Explained $n$ times on this very site. –  Did Nov 13 '13 at 20:02
    
@Did.ok if it possible for you give me a link about this question.I am sure you are Excellent in probabilty. –  pual ambagher Nov 13 '13 at 20:10

1 Answer 1

up vote 2 down vote accepted

Assume $X$ is absolutely continuous since you've seen the proof in the discrete case.

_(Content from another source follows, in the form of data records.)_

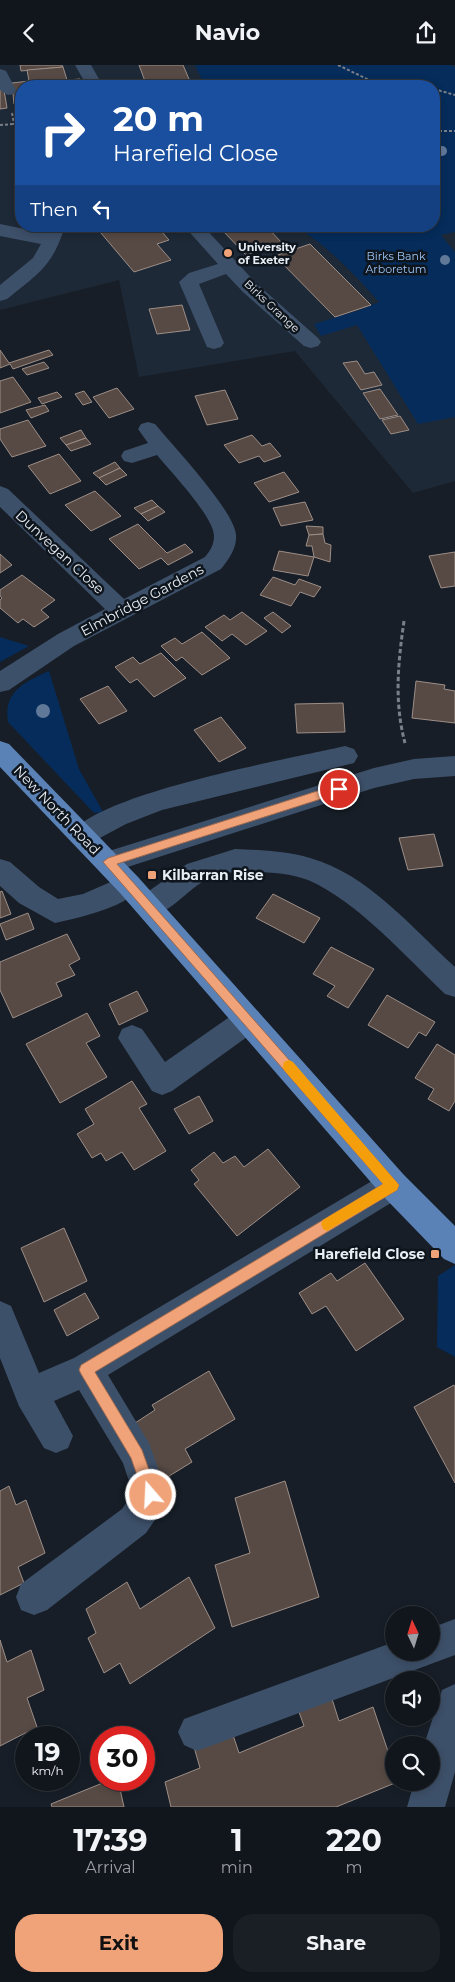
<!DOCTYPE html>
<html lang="en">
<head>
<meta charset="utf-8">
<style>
  :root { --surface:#11161d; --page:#1a1f26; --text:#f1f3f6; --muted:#9c9fa4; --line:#30353b; --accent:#f0a279 }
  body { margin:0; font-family:Montserrat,sans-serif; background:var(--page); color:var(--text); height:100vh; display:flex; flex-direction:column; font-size:19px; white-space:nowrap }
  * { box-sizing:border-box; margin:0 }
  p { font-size:16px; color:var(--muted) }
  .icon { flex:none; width:28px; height:28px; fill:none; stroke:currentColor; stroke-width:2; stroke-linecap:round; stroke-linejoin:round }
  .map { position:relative; height:1742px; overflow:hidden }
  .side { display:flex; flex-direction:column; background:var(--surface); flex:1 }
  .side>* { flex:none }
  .banner { position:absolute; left:15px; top:15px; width:425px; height:152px; border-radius:20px; box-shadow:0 2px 8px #0003,0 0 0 1px var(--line); background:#1a4fa0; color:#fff; overflow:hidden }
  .needle { width:32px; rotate:356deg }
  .tools { position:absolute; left:385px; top:1541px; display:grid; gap:10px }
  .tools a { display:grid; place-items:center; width:55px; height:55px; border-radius:50%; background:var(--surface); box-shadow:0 2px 8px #0003,0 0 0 1px var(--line); font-size:25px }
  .speed { position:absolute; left:15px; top:1661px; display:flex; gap:10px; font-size:25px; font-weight:700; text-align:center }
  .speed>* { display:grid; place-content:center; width:65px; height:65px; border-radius:50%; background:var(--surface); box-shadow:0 2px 8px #0003,0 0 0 1px var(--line); line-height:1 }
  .speed small { font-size:12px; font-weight:400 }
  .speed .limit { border:8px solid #d22; background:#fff; color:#111 }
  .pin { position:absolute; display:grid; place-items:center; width:42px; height:42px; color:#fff; margin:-21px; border:2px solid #fff; border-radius:50%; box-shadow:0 1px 5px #0007 }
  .me { position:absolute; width:55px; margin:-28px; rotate:341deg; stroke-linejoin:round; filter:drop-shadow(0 0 4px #0008) }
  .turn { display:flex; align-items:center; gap:18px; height:105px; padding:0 15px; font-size:22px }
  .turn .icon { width:65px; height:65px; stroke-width:2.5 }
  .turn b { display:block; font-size:35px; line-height:42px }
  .then { display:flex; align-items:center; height:48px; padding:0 15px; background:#0003; gap:10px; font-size:19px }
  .eta { display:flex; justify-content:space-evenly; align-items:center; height:85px; text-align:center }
  .eta b { font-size:30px; font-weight:700; line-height:35px }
  .button { display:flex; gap:10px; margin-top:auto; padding:10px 15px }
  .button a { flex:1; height:58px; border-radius:20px; background:var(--accent); color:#111; font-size:20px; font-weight:700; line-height:58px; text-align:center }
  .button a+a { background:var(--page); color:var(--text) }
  header { display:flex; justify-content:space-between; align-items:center; height:65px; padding:0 15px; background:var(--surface); font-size:22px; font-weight:700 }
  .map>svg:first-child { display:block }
  .built { fill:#1e2937; fill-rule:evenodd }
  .green { fill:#052c5a }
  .building { fill:#574a44; stroke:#9d8e87 }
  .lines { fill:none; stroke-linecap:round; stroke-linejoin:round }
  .path-far1 { stroke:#7a8087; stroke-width:2; stroke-dasharray:3 2; stroke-linecap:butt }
  .path { stroke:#7a8087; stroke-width:3; stroke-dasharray:4.5 2.5; stroke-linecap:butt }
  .minor { fill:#3d5069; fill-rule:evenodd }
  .major { fill:#5a82b6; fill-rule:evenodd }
  .tree { fill:#617999 }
  .route { fill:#f0a279; stroke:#9c694f }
  .slow { fill:#f59e0b }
  .poi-dot { fill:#f0a279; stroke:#0e151d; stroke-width:2 }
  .labels { text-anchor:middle; stroke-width:5; stroke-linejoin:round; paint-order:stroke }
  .far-poi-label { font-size:11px; font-weight:bold; fill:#e9eef4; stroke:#0e151d; text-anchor:start }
  .far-park-label { font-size:11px; fill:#9dc4f6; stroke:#0e151d }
  .far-street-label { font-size:11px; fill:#e9eef4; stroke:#0e151d }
  .street-label { font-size:14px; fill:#e9eef4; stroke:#0e151d }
  .poi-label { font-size:14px; font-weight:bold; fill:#e9eef4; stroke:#0e151d; text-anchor:start }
</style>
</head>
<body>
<header><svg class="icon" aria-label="back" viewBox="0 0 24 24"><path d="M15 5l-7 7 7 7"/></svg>Navio<svg class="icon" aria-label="share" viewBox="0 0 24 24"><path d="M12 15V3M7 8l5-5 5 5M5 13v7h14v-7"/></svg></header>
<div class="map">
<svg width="455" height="1742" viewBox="0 0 455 1742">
  <rect width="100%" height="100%" fill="#171e27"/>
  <path class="built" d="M0 0H455V416L413 428 295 286 139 312 119 215 0 245ZM21 21H434V161H21Z"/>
  <g class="green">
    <path d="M195 0H451L455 2V167L441 170 455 187V352L418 359 357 260 321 271 314 259 360 245 379 237C358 213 321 173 292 161H434V21H205Z"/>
    <polygon points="0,572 29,581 0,597"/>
    <path d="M49 606 79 704 103 747 94 748 8 657C3 626 25 617 49 606Z"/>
    <polygon points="455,1200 455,1292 437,1282 438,1211"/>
  </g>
  <g class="building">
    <polygon points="20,0 62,0 63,2 21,6"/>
    <polygon points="139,0 183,0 192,21 140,21 146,19"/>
    <polygon points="63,2 67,15 80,14 83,21 21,21 21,39 14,39 12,18 29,16 27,5"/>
    <polygon points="0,19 3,19 7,43 0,44"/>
    <polygon points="95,161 157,161 169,175 157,179 171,195 134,207"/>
    <polygon points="239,161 266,161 282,178 246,190 223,166"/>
    <polygon points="310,179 371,240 335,252 275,191"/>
    <polygon points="182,240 190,265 157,269 149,244"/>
    <polygon points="0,285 9,298 49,285 53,290 13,304 10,299 0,303"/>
    <polygon points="357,296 365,309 374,307 382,320 361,325 343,298"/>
    <polygon points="44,297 49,303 27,310 22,304"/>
    <polygon points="13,312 31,337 0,348 0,316"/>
    <polygon points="117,323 134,344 109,353 93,332"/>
    <polygon points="380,324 398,350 380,354 363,328"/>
    <polygon points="225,325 238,354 207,360 195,331"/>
    <polygon points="84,326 92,337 83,340 75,329"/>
    <polygon points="57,327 62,332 42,339 38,333"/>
    <polygon points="45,340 49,346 31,353 26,345"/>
    <polygon points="400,351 409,365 391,369 382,355"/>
    <polygon points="28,355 46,381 12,392 0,374 0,364"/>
    <polygon points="81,365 86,373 66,380 60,373"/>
    <polygon points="252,370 262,381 270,378 281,391 264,397 259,391 239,398 224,380"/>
    <polygon points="86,373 91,379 71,386 66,380"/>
    <polygon points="59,389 81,416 50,429 28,401"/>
    <polygon points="115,397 120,403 99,413 93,408"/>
    <polygon points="120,403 127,410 106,420 99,413"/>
    <polygon points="284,407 299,427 269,437 254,418"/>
    <polygon points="95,426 121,451 91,466 65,440"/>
    <polygon points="152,435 158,441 141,449 134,443"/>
    <polygon points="305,437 313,455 281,461 273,443"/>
    <polygon points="158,441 165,447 148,456 141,449"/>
    <polygon points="138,459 167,488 185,479 193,487 168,500 161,493 139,504 109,474"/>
    <polygon points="306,461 323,462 323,469 309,470"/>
    <polygon points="323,469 325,478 331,480 330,497 314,492 312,481 306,481 309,470"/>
    <polygon points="279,486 314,492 308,511 273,505"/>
    <polygon points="455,487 455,521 441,523 429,491"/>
    <polygon points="0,489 12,500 0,508"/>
    <polygon points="22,510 55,535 41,545 49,552 34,562 23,554 18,558 0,543 0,535 2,533 0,531 0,525"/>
    <polygon points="273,512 295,520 299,514 321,522 314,532 300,527 291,541 260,530"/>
    <polygon points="242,547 267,566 246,580 232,569 222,576 205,562 224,550 230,555"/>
    <polygon points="273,547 291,561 282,568 264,553"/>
    <polygon points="202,567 230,593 202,610 182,592 176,596 161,581 175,573 182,579"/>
    <polygon points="161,588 186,613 154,632 137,614 130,618 115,602 133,592 140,599"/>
    <polygon points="416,616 445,620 444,624 455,626 455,658 412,653"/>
    <polygon points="108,621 127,646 99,659 80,634"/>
    <polygon points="343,638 345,667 297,668 295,639"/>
    <polygon points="221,652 246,683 219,697 194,665"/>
    <polygon points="434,769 443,801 408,805 399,773"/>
    <polygon points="2,826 11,849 0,853 0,827"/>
    <polygon points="273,829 320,853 304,878 256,853"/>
    <polygon points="28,848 34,864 6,875 0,859"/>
    <polygon points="67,869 80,894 69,900 75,910 56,918 62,931 13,953 0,925 0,897"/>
    <polygon points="331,882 374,904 348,943 327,931 335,921 313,909"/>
    <polygon points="137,926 148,946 119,960 109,939"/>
    <polygon points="387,930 435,957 426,971 419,967 408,983 368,960"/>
    <polygon points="87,948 100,971 86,978 107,1012 60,1038 26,979"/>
    <polygon points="437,979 455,990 455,1036 449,1046 428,1034 434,1024 415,1013"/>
    <polygon points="132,1016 147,1039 139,1043 166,1086 134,1105 122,1087 106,1096 101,1088 92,1093 77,1069 94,1059 85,1044"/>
    <polygon points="199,1031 213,1056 189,1069 174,1044"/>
    <polygon points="268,1084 300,1122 237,1171 194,1119 199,1115 191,1105 214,1087 223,1098 235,1091 244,1102"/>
    <polygon points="64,1163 87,1216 44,1237 21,1183"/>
    <polygon points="365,1198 404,1254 356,1286 326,1241 312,1249 299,1228 331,1208 337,1216"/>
    <polygon points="85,1228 99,1253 67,1271 54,1245"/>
    <polygon points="209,1306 235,1354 185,1384 192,1397 161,1416 132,1360 155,1345 152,1340"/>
    <polygon points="454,1320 455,1322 455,1418 414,1342"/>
    <polygon points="285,1416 319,1532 232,1562 215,1500 250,1488 235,1433"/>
    <polygon points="9,1421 16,1440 26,1435 45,1488 18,1502 24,1518 0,1530 0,1426"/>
    <polygon points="189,1512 215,1563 130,1619 120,1598 104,1608 88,1573 96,1568 86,1544 127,1517 140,1544"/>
    <polygon points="0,1575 7,1597 31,1585 44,1625 27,1633 37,1662 0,1681"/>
    <polygon points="332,1634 339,1656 373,1642 394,1704 395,1718 336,1742 171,1742 165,1717 200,1703 194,1682 232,1667 239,1688 304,1661 299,1647"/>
    <polygon points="110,1715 118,1715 124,1742 52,1742 51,1739"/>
    <polygon points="117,1715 142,1715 142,1717 120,1725"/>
  </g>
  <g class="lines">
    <g class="path-far1">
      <polyline points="338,0 369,15 403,21"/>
      <polyline points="119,19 129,21"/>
      <polyline points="434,24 455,30"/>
      <polyline points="12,48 14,59 21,60"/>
      <polyline points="0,60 14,59"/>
      <polyline points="434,66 455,66"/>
    </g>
    <path class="path" d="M404 556C398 598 394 637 405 678"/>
    <g class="minor">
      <polygon points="75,0 91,0 103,21 87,21"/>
      <polygon points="0,4 6,6 16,25 14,29 8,30 0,25"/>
      <path d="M0 159 44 168 47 161H65C52 202 39 208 7 234L0 236V220L33 193 41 179 0 171Z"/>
      <polygon points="184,161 203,161 257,219 318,273 321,277 318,281 311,283 304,281 243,227 226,209 199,219 224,278 221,282 214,284 207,282 179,217 189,208 218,199"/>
      <path d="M148 357 155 359C173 381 234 445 236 470 237 483 229 494 221 504L74 581 9 625 0 627V606L58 569 105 544 0 442V421L8 424 124 534 205 492C210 486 214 480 214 471 214 452 171 407 157 390L132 398 124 396 121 391 124 386 148 378 138 364 141 359Z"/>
      <path d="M345 681 354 684 358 691 354 698 162 745 126 759 83 782 74 779 70 771C91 729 294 693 345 681Z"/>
      <polygon points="455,691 455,711 414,714 374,723 109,808 100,805 96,797 100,789 109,786 374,703 414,694"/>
      <path d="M235 784C260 785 286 786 310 793 368 809 412 863 455 902V932L445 929C406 892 357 836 308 815 292 809 272 807 255 807 238 806 219 807 204 816 184 827 163 858 139 849L135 841 139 833 187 799Z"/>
      <path d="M0 794 10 797 39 822 58 834 83 829 129 809 138 812 142 820C132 841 78 853 55 858L19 838 0 821Z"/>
      <polygon points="248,942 258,946 262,955 258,964 172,1026 162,1030 152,1026 118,973 122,964 132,960 142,964 165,997 238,946"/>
      <polygon points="393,1105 404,1110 408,1120 404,1130 108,1310 149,1378 168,1431 163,1443 146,1468 47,1545 34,1550 21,1545 16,1532 21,1519 122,1444 133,1428 123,1398 79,1325 54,1336 73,1371 68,1383 56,1388 44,1383 19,1341 0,1293 0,1236 11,1241 39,1308 74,1293 382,1110"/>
      <polygon points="455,1554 455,1590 197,1686 184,1680 178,1667 184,1654 394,1577 394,1588 431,1588 431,1563"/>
      <polygon points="455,1619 455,1707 445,1742 407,1742 414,1718 431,1718 431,1680 424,1680 442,1625"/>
    </g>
    <polygon class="major" points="0,676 9,679 138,812 404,1110 455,1161 455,1199 444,1194 382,1130 120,828 0,702"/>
  </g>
  <g class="tree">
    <circle cx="442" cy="86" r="5"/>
    <circle cx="445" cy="195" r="5"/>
    <circle cx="43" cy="646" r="7"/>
  </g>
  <polygon class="route" points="339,719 343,721 343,727 117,799 399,1120 397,1125 95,1307 142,1385 158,1430 156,1436 151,1438 146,1436 131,1393 81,1309 79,1305 81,1300 383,1119 103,797 108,793"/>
  <polygon class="slow" points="289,995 293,997 399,1120 397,1125 327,1166 323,1164 321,1159 323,1155 383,1119 284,1005 283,1001 284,997"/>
  <g class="poi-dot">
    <circle cx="228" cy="188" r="5"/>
    <rect x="147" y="805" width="10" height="10" rx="2.5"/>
    <rect x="430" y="1184" width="10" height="10" rx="2.5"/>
  </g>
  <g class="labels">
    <g class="far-poi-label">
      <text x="238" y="186">University<tspan x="238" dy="13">of Exeter</tspan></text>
    </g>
    <g class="far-park-label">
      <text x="396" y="195">Birks Bank<tspan x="396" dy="13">Arboretum</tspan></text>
    </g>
    <g class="far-street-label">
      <text transform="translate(272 241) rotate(43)" y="4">Birks Grange</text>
    </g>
    <g class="street-label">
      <text transform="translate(60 487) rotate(43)" y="5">Dunvegan Close</text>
      <text transform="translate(142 535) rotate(-28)" y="5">Elmbridge Gardens</text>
      <text transform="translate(57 745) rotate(46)" y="5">New North Road</text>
    </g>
    <g class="poi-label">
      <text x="162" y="815">Kilbarran Rise</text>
      <text x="425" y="1194" text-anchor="end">Harefield Close</text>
    </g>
  </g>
</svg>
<div class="tools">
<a><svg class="needle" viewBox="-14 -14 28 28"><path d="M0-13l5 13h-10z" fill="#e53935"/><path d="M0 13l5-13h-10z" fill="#9c9fa4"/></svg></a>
<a><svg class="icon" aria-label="sound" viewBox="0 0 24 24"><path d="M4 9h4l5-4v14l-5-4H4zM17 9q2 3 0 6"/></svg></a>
<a><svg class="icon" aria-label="search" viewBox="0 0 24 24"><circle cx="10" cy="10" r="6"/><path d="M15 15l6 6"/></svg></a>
</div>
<div class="speed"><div>19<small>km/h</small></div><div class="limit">30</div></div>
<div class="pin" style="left:339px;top:724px;background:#d93025"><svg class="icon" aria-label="arrive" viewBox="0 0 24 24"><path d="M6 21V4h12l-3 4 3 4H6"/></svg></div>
<svg class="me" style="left:151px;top:1430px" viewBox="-20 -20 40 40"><circle r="17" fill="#f0a279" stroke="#fff" stroke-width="3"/><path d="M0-11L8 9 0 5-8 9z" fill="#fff"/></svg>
<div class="banner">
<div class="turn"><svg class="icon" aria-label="right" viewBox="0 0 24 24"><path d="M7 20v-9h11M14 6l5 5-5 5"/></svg><div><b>20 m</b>Harefield Close</div></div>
<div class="then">Then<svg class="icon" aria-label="left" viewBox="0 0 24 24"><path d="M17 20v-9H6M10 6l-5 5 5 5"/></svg></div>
</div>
</div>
<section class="side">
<div class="eta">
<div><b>17:39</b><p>Arrival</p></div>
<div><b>1</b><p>min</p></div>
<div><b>220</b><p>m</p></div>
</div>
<div class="button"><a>Exit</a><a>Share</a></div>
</section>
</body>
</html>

Let $H=\{(e,t)\in\Omega \times \mathbb{R} : 0\leq t \leq X(e)\}$ i.e. the area under the graph.

Then $E[X]=\int_0^\infty P(X\geq t) dt$. (your equality is in this case an inequality as will be seen later). Consider the projection functions $p_1: \Omega \times \mathbb{R} \mapsto X$ and $p_2: \Omega \times \mathbb{R}\mapsto \mathbb{R}$ then we can write $$H=p_2^{-1}([0,\infty))\cap (f\circ p_1-p_2)^{-1}([0,\infty))$$

To see H is a $\mathcal{B}\times\mathcal{B}(\mathbb{R})$ measurable set. Define now $$H_x=\{t\in \mathbb{R} : (e,t) \in \mathbb{R} \}=\{t\in \mathbb{R} : 0\leq t \leq X(e) \}=[0,X(e)]$$ and $$ H^t=\{e\in \Omega : (e,t)\in H \}=\{f\geq t\}$$ if $t\geq 0$ and the empty set otherwise (remember this to when we insert it in a second).

Now ($\lambda$ is the lebesque measure) using this rule $$P\otimes\lambda(H)=\int_\Omega \lambda(H_x) dP=\int_\Omega \lambda([0,X(e)]) dP=\int_\Omega X(e) dP=E[X]$$ Duh, but doing it the other way around yields $$P\otimes\lambda(H)=\int_R P(H^t) dt=\int_0^\infty P(X\geq t) dt$$ So $$\int_0^\infty P(X\geq t) dt = E[X]$$ Since $t\mapsto P(X\geq t)$ is decreasing it is measurable and the mentioned inequality $$E[X]\geq \sum_{k=1}^\infty P(X\geq k )$$ follows directly from the observation that for $t\in(0,\infty)$ $$P(X\geq t)\geq \sum_{k=1}^\infty P(X\geq k)1_{(k-1,k]}(t)$$ integrating it and interchanging sum and integration.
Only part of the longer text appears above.